***** Data for this exercise

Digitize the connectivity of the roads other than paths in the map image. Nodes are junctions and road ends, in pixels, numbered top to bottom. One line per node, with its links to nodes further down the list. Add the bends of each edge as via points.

**********
***** Data for this exercise

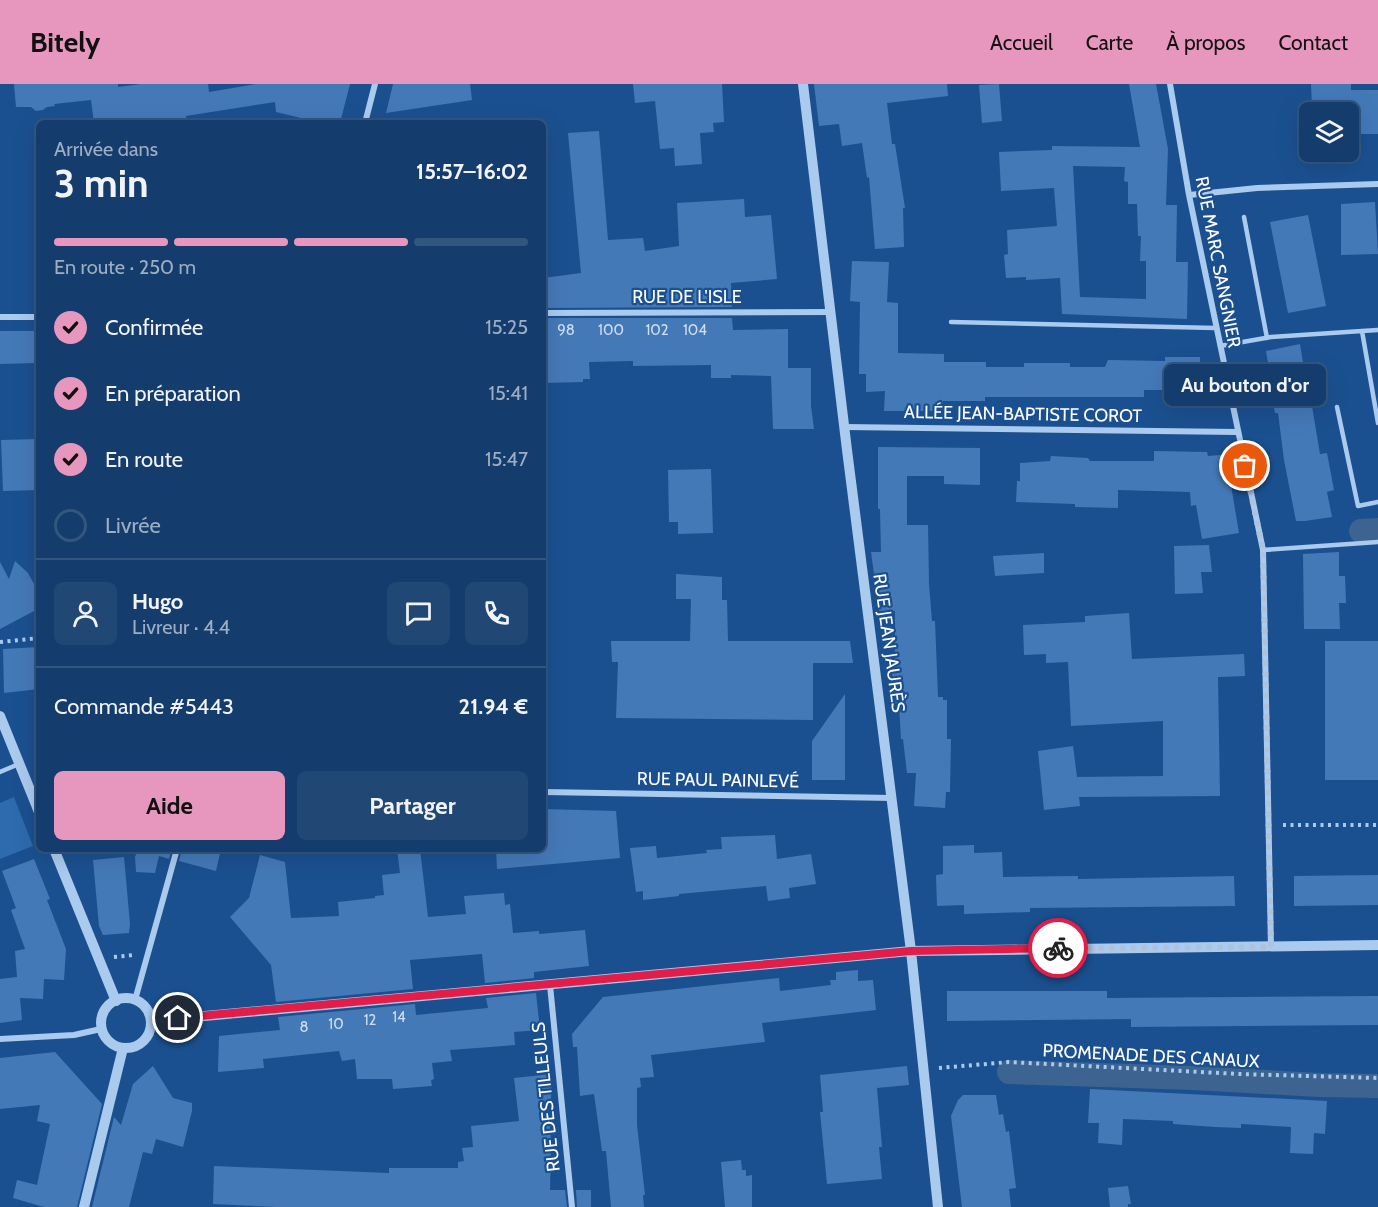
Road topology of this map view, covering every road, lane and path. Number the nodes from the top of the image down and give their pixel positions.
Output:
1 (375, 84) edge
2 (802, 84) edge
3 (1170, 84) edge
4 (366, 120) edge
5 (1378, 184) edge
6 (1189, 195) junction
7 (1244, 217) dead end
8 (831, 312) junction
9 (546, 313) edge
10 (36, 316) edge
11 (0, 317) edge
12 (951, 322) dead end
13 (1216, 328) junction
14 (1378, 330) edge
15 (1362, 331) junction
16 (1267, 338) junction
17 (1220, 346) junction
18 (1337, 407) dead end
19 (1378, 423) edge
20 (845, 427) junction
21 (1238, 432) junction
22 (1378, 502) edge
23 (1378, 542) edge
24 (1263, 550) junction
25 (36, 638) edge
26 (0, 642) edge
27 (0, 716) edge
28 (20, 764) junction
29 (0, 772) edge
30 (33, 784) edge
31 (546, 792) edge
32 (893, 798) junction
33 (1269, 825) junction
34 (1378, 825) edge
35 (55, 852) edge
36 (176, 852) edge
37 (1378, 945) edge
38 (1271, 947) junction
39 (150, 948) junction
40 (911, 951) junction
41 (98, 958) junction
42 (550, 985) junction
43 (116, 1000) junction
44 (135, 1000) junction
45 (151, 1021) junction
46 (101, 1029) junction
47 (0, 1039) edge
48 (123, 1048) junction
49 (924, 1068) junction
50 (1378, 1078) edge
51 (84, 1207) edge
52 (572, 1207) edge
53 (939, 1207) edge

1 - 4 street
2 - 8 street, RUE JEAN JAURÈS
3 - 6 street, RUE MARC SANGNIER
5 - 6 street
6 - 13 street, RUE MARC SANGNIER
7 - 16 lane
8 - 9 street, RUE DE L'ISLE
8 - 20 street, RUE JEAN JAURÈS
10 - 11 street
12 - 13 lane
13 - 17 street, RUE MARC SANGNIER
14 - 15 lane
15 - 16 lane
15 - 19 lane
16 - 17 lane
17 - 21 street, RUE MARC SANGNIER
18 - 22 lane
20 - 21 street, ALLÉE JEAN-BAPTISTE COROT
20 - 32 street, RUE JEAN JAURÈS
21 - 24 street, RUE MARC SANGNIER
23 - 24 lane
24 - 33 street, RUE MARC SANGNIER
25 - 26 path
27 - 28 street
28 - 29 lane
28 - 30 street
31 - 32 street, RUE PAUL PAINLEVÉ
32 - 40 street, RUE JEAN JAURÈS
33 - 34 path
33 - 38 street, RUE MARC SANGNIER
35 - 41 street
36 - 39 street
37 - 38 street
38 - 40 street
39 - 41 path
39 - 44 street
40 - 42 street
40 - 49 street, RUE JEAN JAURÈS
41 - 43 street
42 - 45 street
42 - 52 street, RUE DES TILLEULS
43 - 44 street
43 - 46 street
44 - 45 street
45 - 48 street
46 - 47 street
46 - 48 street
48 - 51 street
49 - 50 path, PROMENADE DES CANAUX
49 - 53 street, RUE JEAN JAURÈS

**********
***** Data for this exercise

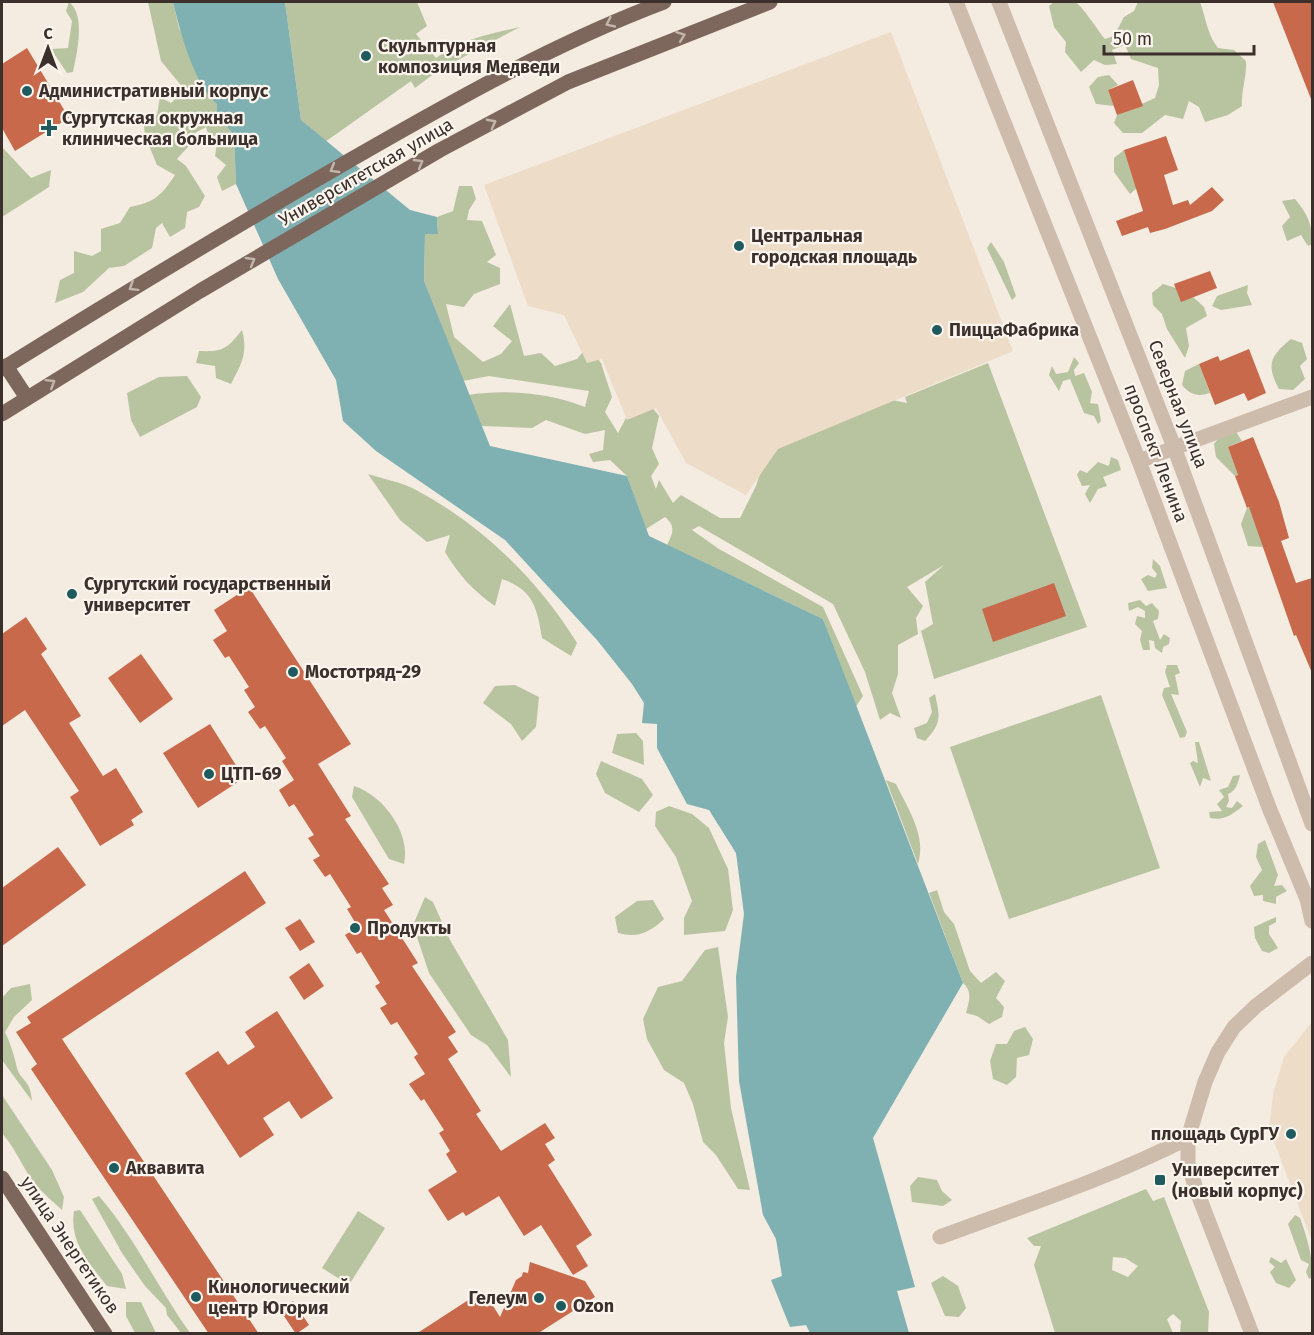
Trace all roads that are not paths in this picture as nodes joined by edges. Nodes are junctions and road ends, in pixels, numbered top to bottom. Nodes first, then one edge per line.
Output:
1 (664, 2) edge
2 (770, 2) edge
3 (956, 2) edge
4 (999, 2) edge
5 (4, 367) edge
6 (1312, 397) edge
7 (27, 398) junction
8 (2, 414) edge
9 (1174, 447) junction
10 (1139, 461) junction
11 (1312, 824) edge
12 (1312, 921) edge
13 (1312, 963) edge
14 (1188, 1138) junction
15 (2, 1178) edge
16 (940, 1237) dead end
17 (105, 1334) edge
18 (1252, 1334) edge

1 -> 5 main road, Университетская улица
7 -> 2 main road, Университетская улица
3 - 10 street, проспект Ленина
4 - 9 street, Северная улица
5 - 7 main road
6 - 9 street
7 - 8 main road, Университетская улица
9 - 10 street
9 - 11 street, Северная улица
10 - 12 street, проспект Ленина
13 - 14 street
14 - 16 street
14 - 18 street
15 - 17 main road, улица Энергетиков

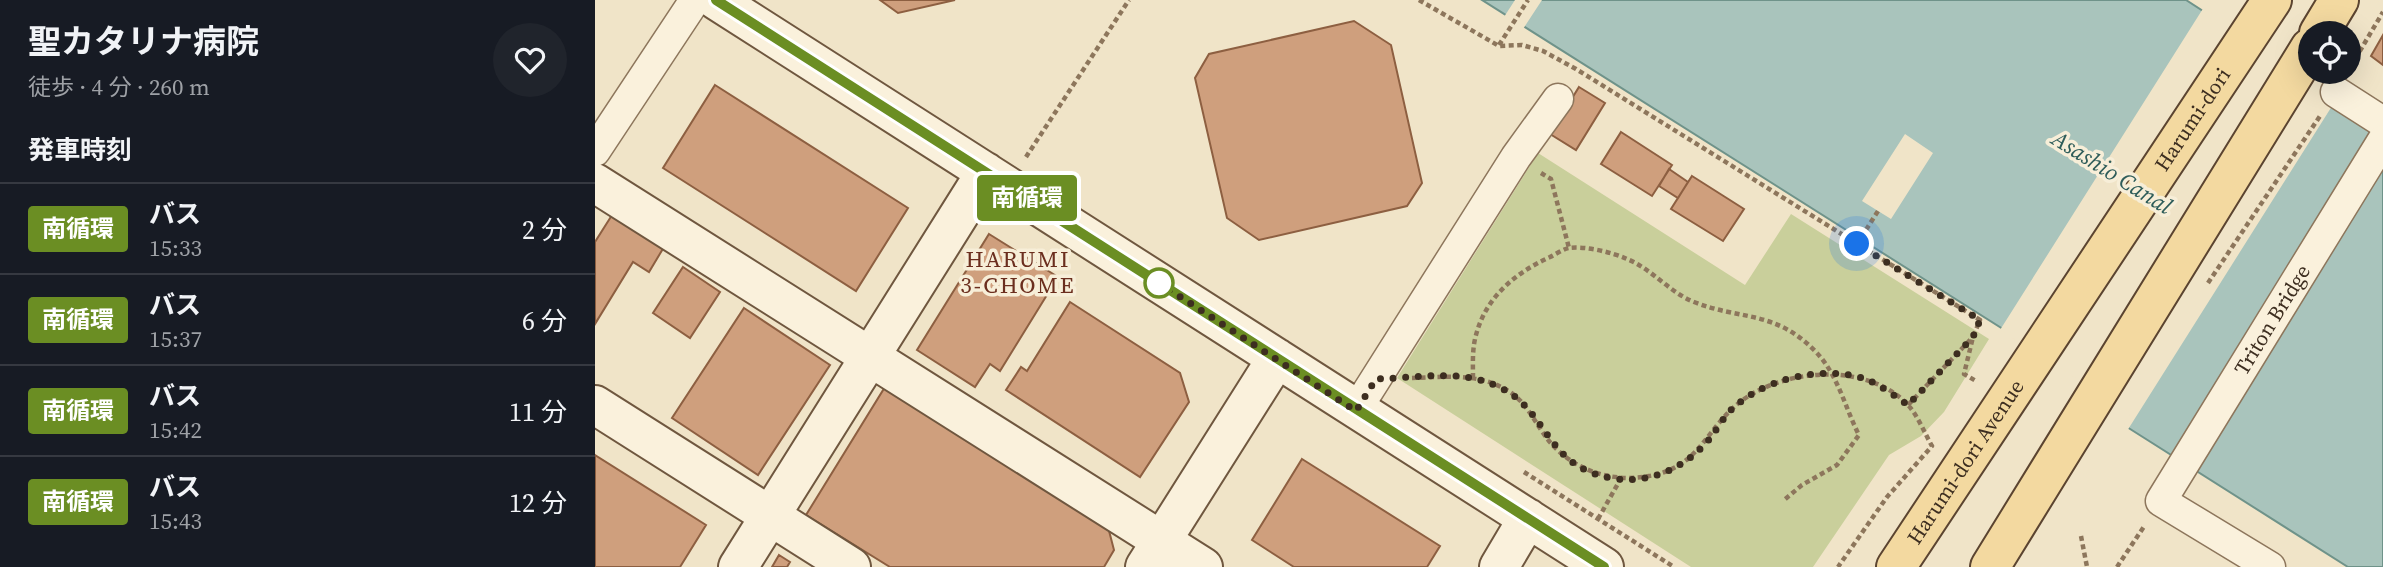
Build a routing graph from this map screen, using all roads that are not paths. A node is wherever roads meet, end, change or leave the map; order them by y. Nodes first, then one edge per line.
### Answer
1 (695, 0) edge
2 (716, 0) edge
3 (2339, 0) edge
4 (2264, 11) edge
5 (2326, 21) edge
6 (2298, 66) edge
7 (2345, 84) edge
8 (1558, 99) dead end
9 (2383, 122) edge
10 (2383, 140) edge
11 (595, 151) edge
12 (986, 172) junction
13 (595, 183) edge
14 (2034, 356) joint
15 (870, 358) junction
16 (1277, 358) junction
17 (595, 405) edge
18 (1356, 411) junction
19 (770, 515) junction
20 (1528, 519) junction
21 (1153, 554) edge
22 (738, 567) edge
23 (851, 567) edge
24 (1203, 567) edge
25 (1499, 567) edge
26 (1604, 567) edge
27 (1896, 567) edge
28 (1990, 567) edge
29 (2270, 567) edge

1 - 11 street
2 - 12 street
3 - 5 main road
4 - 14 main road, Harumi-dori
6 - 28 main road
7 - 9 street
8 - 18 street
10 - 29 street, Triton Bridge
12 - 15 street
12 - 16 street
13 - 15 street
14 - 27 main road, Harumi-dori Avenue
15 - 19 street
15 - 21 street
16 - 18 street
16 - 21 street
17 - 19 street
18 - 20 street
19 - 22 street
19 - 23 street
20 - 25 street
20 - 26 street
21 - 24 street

**********

# [The problem]
Tell how many lines in the material contain the string "then". Nothing but the number is needed.

# [Completed task]
2